In Florida, hundreds of passengers on a cruise ship where four people died were finally being allowed to disembark after a days-long standoff. More than a dozen critically ill patients were taken to hospitals, while people healthy enough to travel were taken to the airport for chartered flights home.

Some glimmers of hope emerged that Italy, with about 14,700 dead, as well as Spain and France might be flattening their infection curves and nearing or even passing their peaks in daily deaths.

Still, “the work is extremely tough and heavy,” said Philippe Montravers, an anesthesiologist in Paris. “We’ve had doctors, nurses, caregivers who got sick, infected … but who have come back after recovering. It’s a bit like those World War I soldiers who were injured and came back to fight.”

France canceled its high school exit exam known as the Baccalaureat, a first in the 212-year history of the test.

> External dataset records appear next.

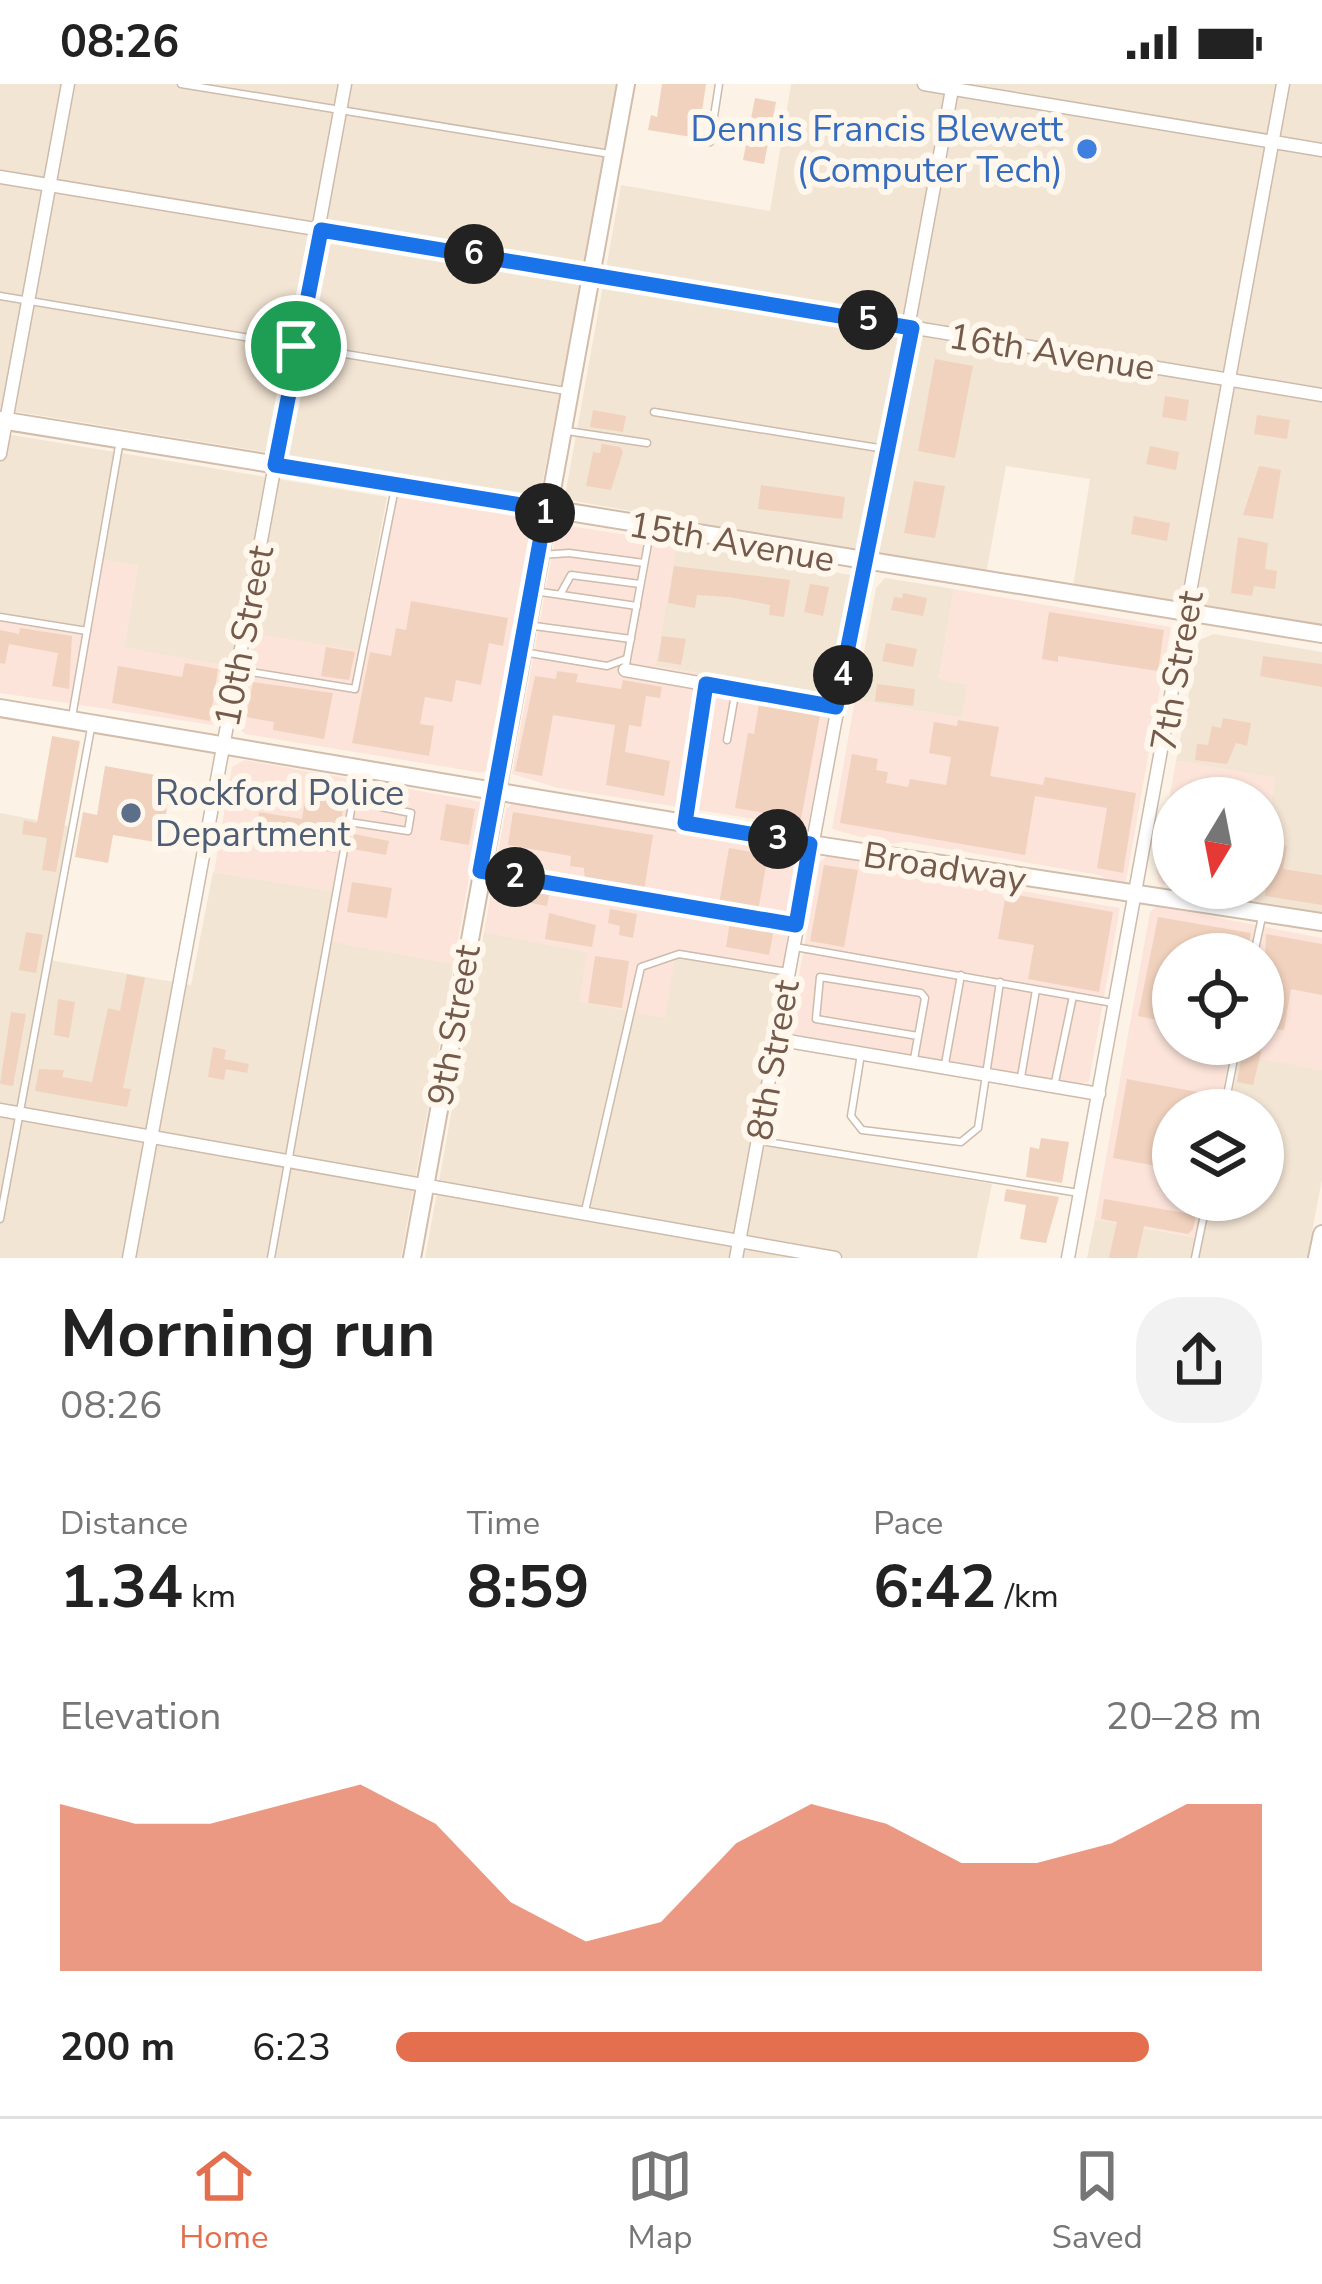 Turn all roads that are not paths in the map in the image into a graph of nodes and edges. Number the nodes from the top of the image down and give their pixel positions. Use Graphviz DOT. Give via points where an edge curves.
graph roads {
  1 [pos="68,84"];
  2 [pos="181,84"];
  3 [pos="345,84"];
  4 [pos="626,84"];
  5 [pos="719,84"];
  6 [pos="924,84"];
  7 [pos="1283,84"];
  8 [pos="952,86"];
  9 [pos="340,109"];
  10 [pos="710,142"];
  11 [pos="1273,142"];
  12 [pos="1322,151"];
  13 [pos="614,154"];
  14 [pos="0,177"];
  15 [pos="51,185"];
  16 [pos="321,230"];
  17 [pos="593,273"];
  18 [pos="0,296"];
  19 [pos="30,301"];
  20 [pos="912,328"];
  21 [pos="296,346"];
  22 [pos="1230,380"];
  23 [pos="569,392"];
  24 [pos="1322,395"];
  25 [pos="654,412"];
  26 [pos="3,421"];
  27 [pos="562,430"];
  28 [pos="121,439"];
  29 [pos="647,443"];
  30 [pos="889,449"];
  31 [pos="0,454"];
  32 [pos="275,465"];
  33 [pos="395,485"];
  34 [pos="546,509"];
  35 [pos="651,527"];
  36 [pos="537,555"];
  37 [pos="644,563"];
  38 [pos="868,564"];
  39 [pos="640,584"];
  40 [pos="531,591"];
  41 [pos="562,593"];
  42 [pos="637,606"];
  43 [pos="1186,612"];
  44 [pos="0,617"];
  45 [pos="524,625"];
  46 [pos="87,631"];
  47 [pos="1322,634"];
  48 [pos="631,639"];
  49 [pos="519,652"];
  50 [pos="626,664"];
  51 [pos="237,669"];
  52 [pos="706,684"];
  53 [pos="736,689"];
  54 [pos="836,707"];
  55 [pos="0,708"];
  56 [pos="71,720"];
  57 [pos="92,724"];
  58 [pos="727,740"];
  59 [pos="222,746"];
  60 [pos="359,768"];
  61 [pos="494,790"];
  62 [pos="376,806"];
  63 [pos="350,822"];
  64 [pos="685,823"];
  65 [pos="810,844"];
  66 [pos="480,871"];
  67 [pos="1136,896"];
  68 [pos="1262,913"];
  69 [pos="1322,922"];
  70 [pos="796,925"];
  71 [pos="1258,933"];
  72 [pos="791,946"];
  73 [pos="788,972"];
  74 [pos="961,975"];
  75 [pos="1000,982"];
  76 [pos="1036,988"];
  77 [pos="1072,996"];
  78 [pos="1116,1004"];
  79 [pos="919,1036"];
  80 [pos="776,1039"];
  81 [pos="861,1054"];
  82 [pos="914,1063"];
  83 [pos="944,1068"];
  84 [pos="986,1075"];
  85 [pos="1021,1081"];
  86 [pos="1054,1087"];
  87 [pos="1100,1094"];
  88 [pos="0,1110"];
  89 [pos="19,1113"];
  90 [pos="150,1137"];
  91 [pos="757,1141"];
  92 [pos="290,1162"];
  93 [pos="426,1185"];
  94 [pos="1080,1193"];
  95 [pos="584,1214"];
  96 [pos="0,1219"];
  97 [pos="1203,1221"];
  98 [pos="1322,1234"];
  99 [pos="738,1242"];
  100 [pos="129,1258"];
  101 [pos="272,1258"];
  102 [pos="412,1258"];
  103 [pos="736,1258"];
  104 [pos="835,1258"];
  105 [pos="1067,1258"];
  106 [pos="1196,1258"];
  107 [pos="1317,1258"];
  1 -- 15 [label="street"];
  2 -- 9 [label="lane"];
  3 -- 9 [label="street, 10th Street"];
  4 -- 13 [label="street, 9th Street"];
  5 -- 10 [label="lane"];
  6 -- 8 [label="street"];
  7 -- 11 [label="street, 7th Street"];
  8 -- 11 [label="street"];
  8 -- 20 [label="street, 8th Street"];
  9 -- 13 [label="lane"];
  9 -- 16 [label="street, 10th Street"];
  11 -- 12 [label="street"];
  11 -- 22 [label="street, 7th Street"];
  13 -- 17 [label="street, 9th Street"];
  14 -- 15 [label="street, 16th Avenue"];
  15 -- 16 [label="street, 16th Avenue"];
  15 -- 19 [label="street"];
  16 -- 17 [label="street, 16th Avenue"];
  16 -- 21 [label="street, 10th Street"];
  17 -- 20 [label="street, 16th Avenue"];
  17 -- 23 [label="street, 9th Street"];
  18 -- 19 [label="lane"];
  19 -- 21 [label="lane"];
  19 -- 26 [label="street"];
  20 -- 22 [label="street, 16th Avenue"];
  20 -- 30 [label="street, 8th Street"];
  21 -- 23 [label="lane"];
  21 -- 32 [label="street, 10th Street"];
  22 -- 24 [label="street, 16th Avenue"];
  22 -- 43 [label="street, 7th Street"];
  23 -- 27 [label="street, 9th Street"];
  25 -- 30 [label="lane"];
  26 -- 28 [label="street, 15th Avenue"];
  26 -- 31 [label="street"];
  27 -- 29 [label="lane"];
  27 -- 34 [label="street, 9th Street"];
  28 -- 32 [label="street, 15th Avenue"];
  28 -- 46 [label="lane"];
  30 -- 38 [label="street, 8th Street"];
  32 -- 33 [label="street, 15th Avenue"];
  32 -- 51 [label="street, 10th Street"];
  33 -- 34 [label="street, 15th Avenue"];
  33 -- 51 [label="lane" via="356,689"];
  34 -- 35 [label="street, 15th Avenue"];
  34 -- 36 [label="street, 9th Street"];
  35 -- 37 [label="lane"];
  35 -- 38 [label="street, 15th Avenue"];
  36 -- 37 [label="lane"];
  36 -- 40 [label="street, 9th Street"];
  37 -- 39 [label="lane"];
  38 -- 43 [label="street, 15th Avenue"];
  38 -- 54 [label="street, 8th Street"];
  39 -- 41 [label="lane" via="571,574"];
  39 -- 42 [label="lane"];
  40 -- 41 [label="lane"];
  40 -- 45 [label="street, 9th Street"];
  41 -- 42 [label="lane"];
  42 -- 48 [label="lane"];
  43 -- 47 [label="street, 15th Avenue"];
  43 -- 67 [label="street, 7th Street"];
  44 -- 46 [label="lane"];
  45 -- 48 [label="lane"];
  45 -- 49 [label="street, 9th Street"];
  46 -- 56 [label="lane"];
  48 -- 50 [label="lane"];
  49 -- 50 [label="lane"];
  49 -- 61 [label="street, 9th Street"];
  50 -- 52 [label="street"];
  51 -- 59 [label="street, 10th Street"];
  52 -- 53 [label="street"];
  52 -- 64 [label="lane"];
  53 -- 54 [label="street"];
  53 -- 58 [label="lane"];
  54 -- 65 [label="street, 8th Street"];
  55 -- 56 [label="street, Broadway"];
  56 -- 57 [label="street, Broadway"];
  57 -- 59 [label="street, Broadway"];
  57 -- 89 [label="lane"];
  59 -- 60 [label="street, Broadway"];
  59 -- 90 [label="street, 10th Street"];
  60 -- 61 [label="street, Broadway"];
  60 -- 63 [label="lane"];
  61 -- 64 [label="street, Broadway"];
  61 -- 66 [label="street, 9th Street"];
  62 -- 63 [label="lane" via="411,813 407,831"];
  63 -- 92 [label="lane"];
  64 -- 65 [label="street, Broadway"];
  65 -- 67 [label="street, Broadway"];
  65 -- 70 [label="street, 8th Street"];
  66 -- 70 [label="lane"];
  66 -- 93 [label="street, 9th Street"];
  67 -- 68 [label="street, Broadway"];
  67 -- 78 [label="street, 7th Street"];
  68 -- 69 [label="street, Broadway"];
  68 -- 71 [label="lane"];
  70 -- 72 [label="street, 8th Street"];
  72 -- 73 [label="street, 8th Street"];
  72 -- 74 [label="lane"];
  73 -- 80 [label="street, 8th Street"];
  73 -- 95 [label="lane" via="679,953 641,967"];
  74 -- 75 [label="lane"];
  74 -- 83 [label="lane"];
  75 -- 76 [label="lane"];
  75 -- 84 [label="lane"];
  76 -- 77 [label="lane"];
  76 -- 85 [label="lane"];
  77 -- 78 [label="lane"];
  77 -- 86 [label="lane"];
  78 -- 87 [label="street, 7th Street"];
  79 -- 79 [label="lane" via="921,993 820,977 816,1019"];
  79 -- 82 [label="lane"];
  80 -- 81 [label="street"];
  80 -- 91 [label="street, 8th Street"];
  81 -- 82 [label="street"];
  81 -- 84 [label="lane" via="851,1116 862,1130 961,1142 979,1128"];
  82 -- 83 [label="street"];
  83 -- 84 [label="street"];
  84 -- 85 [label="street"];
  85 -- 86 [label="street"];
  86 -- 87 [label="street"];
  87 -- 94 [label="street, 7th Street"];
  88 -- 89 [label="street"];
  89 -- 90 [label="street"];
  89 -- 96 [label="lane"];
  90 -- 92 [label="street"];
  90 -- 100 [label="street, 10th Street"];
  91 -- 94 [label="lane"];
  91 -- 99 [label="street, 8th Street"];
  92 -- 93 [label="street"];
  92 -- 101 [label="lane"];
  93 -- 95 [label="street"];
  93 -- 102 [label="street, 9th Street"];
  94 -- 105 [label="street, 7th Street"];
  95 -- 99 [label="street"];
  97 -- 106 [label="lane"];
  98 -- 107 [label="street"];
  99 -- 103 [label="street, 8th Street"];
  99 -- 104 [label="street"];
}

Spain reported 932 new deaths, down slightly from the record it hit a day earlier. The carnage most certainly included large numbers of elderly who authorities admit are not getting access to the country’s limited breathing machines, which are being used first on healthier, younger patients. More than half of Spain’s death toll of nearly 11,000 has come in the last seven days alone.

In a vast exhibition center in Madrid that was hastily converted into a 1,300-bed field hospital, bed No. 01.30 held patient Esteban Pinaredo, age 87.

“I’m good, I love you,” Pinaredo told his family via Skype. “I will run away as soon as I can.”

The facility’s organizer, Antonio Zapatero, said Spain’s nationwide lockdown must be maintained.

“Otherwise, this is what you are facing,” he said, pointing at the rows of beds.

In some places in Europe, officials began talking tentatively about how to lift lockdowns that have staved off the total collapse of the health systems but have also battered economies.

But Chancellor Angela Merkel, speaking in her first video message after emerging from two weeks of quarantine at home, urged Germans to stay home over Easter, saying it would be irresponsible for her to set a date now for loosening restrictions that include a ban on public gatherings of more than two people.

With forecast glorious spring weather likely to tempt stir-crazy families out of lockdown this weekend, the firm message across the continent remained: “Stay home.” Paris police set up roadblocks out of the city to stop those trying to escape for Easter vacation.

Meanwhile, British Prime Minister Boris Johnson, who tested positive last week, said in a video message on Twitter that he is feeling better but still has a fever and will remain in isolation.

For most people, the coronavirus causes mild or moderate symptoms, such as fever and cough. But for others, especially older adults and people with health problems, it can cause pneumonia. The World Health Organization said this week that 95% of the deaths in Europe were of people over 60.